Motivation
Smooth muscle cells (SMCs) are essential in maintaining proper function of the aorta and are constantly subjected to dynamic multiaxial loading of various magnitudes. For example, loads can temporarily increase during exercise or permanently during disease, such as hypertension. However, only a few quantitative studies report the forces the SMCs establish and maintain in collagen-based tissue equivalents under dynamic biaxial loading.
Methods
To begin to close this gap, we use the previously developed biaxial bioreactor to subject collagen gels seeded with aortic SMCs to different biaxial loading conditions. First, the effects of increased biaxial loads were examined using cyclic equibiaxial loading of different amplitudes (5% (E5) vs. 10% (E10) strain).
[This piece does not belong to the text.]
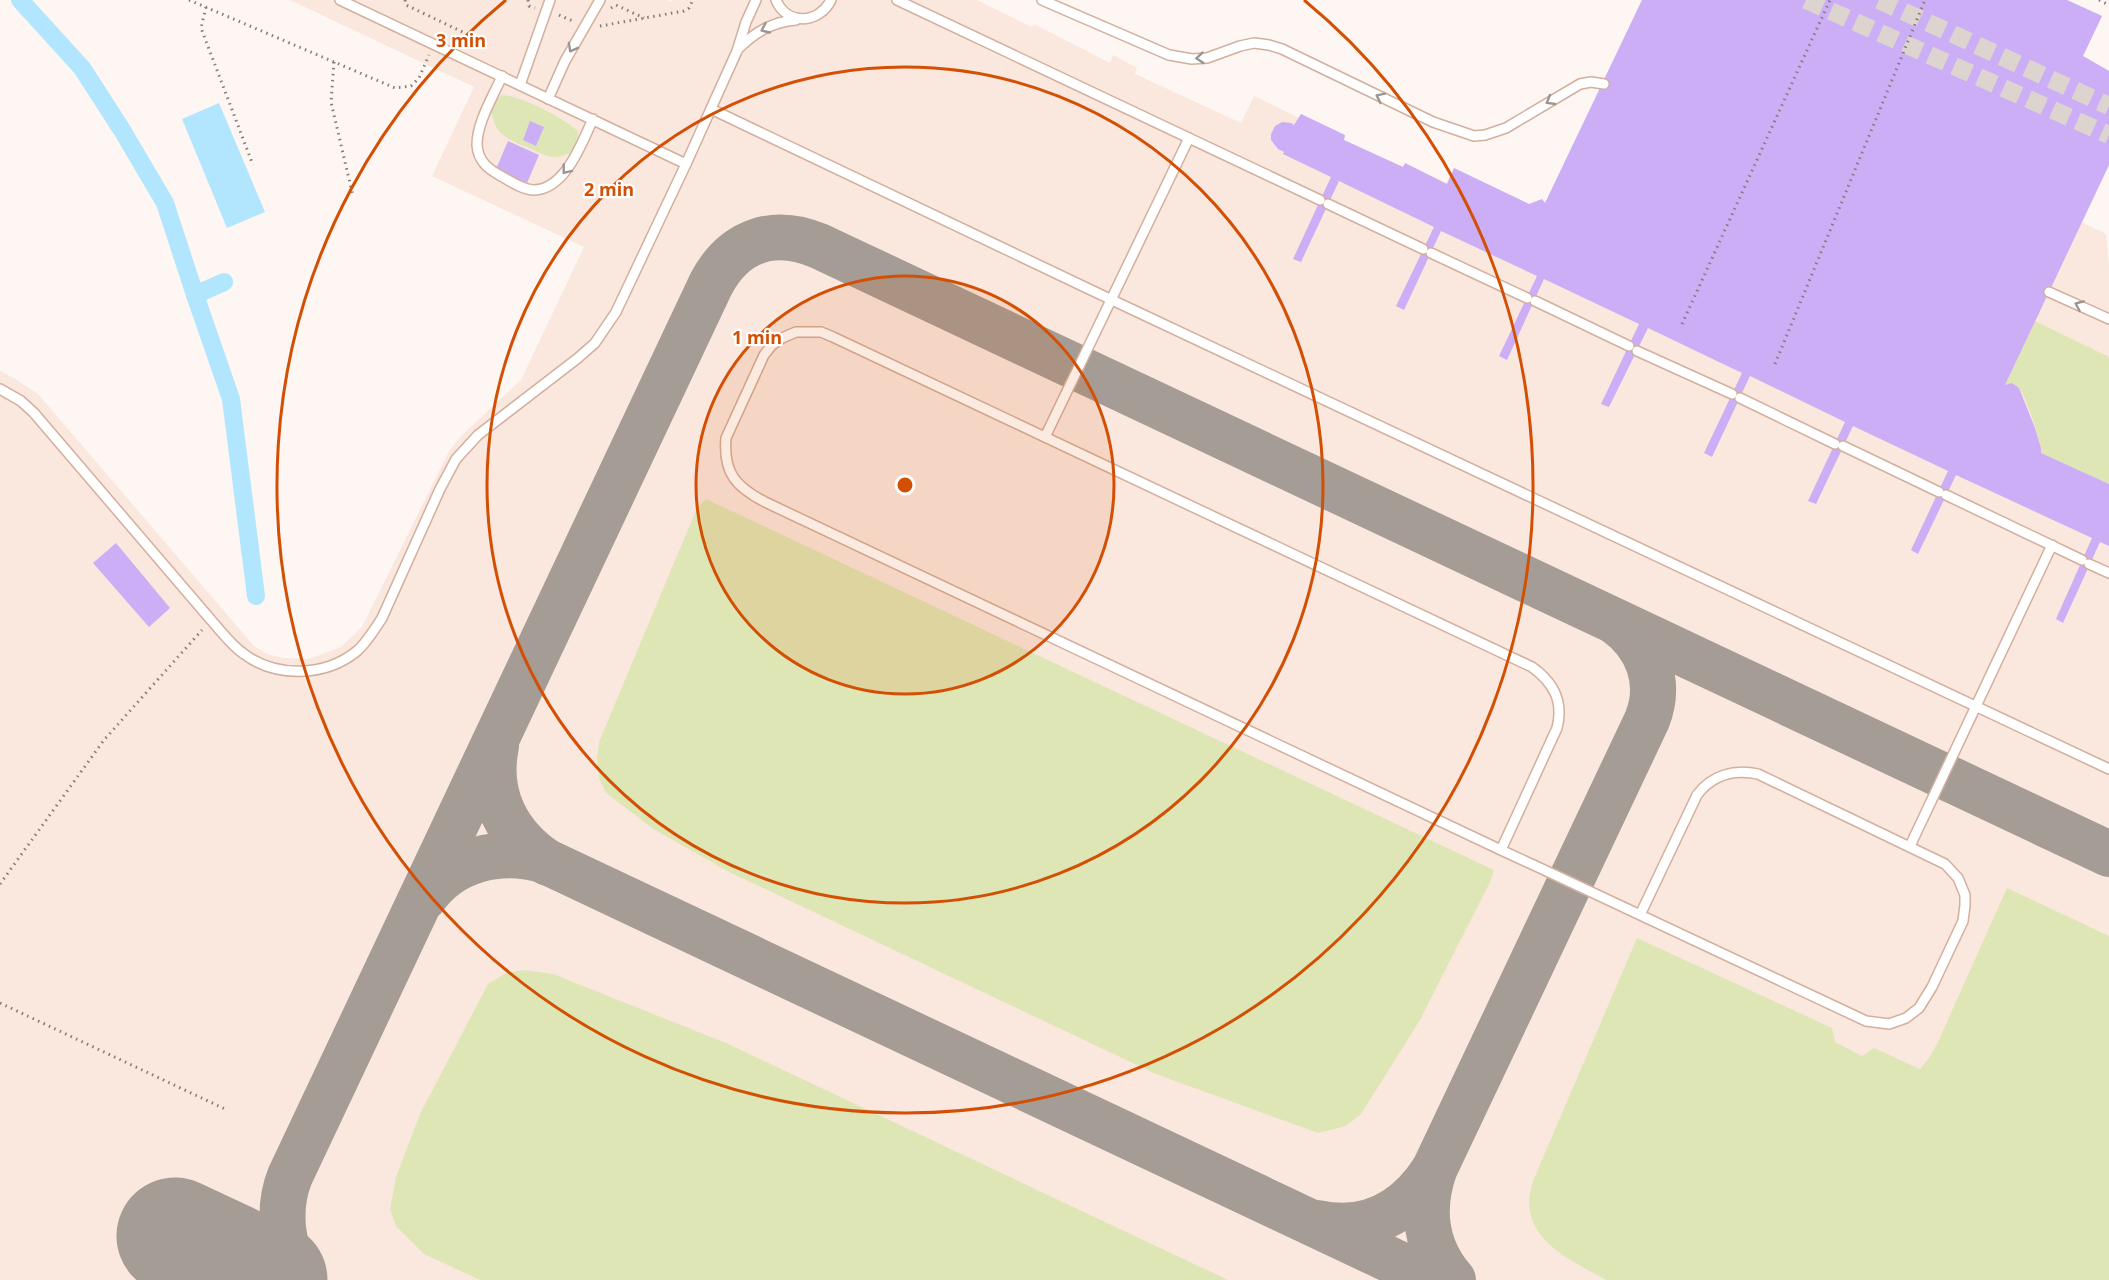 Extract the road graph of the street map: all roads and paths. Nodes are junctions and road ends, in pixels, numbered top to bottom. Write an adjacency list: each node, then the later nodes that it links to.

Second, the effects of cyclic equibiaxial versus cyclic strip-biaxial loading were examined while keeping the amplitude of the stretching the same (E5 vs. S5-cyclic vs. S5-static). Note that a strip biaxial test holds the sample at a constant overall stretch along one axis (S5-static) while cyclically stretching in the orthogonal axis (S5-cyclic), which resembles mechanical constraints experienced by SMCs over a cardiac cycle in the aorta.
Results
Irrespective of loading amplitude and boundary condition, similar mean steady-state forces emerged across all tests. Additionally, the stiffness-force relationships – the stiffness at a given force – of the gels were remarkably similar. Taken together, this suggests that vascular SMCs mechano-adapt to maintain a preferred force or stress.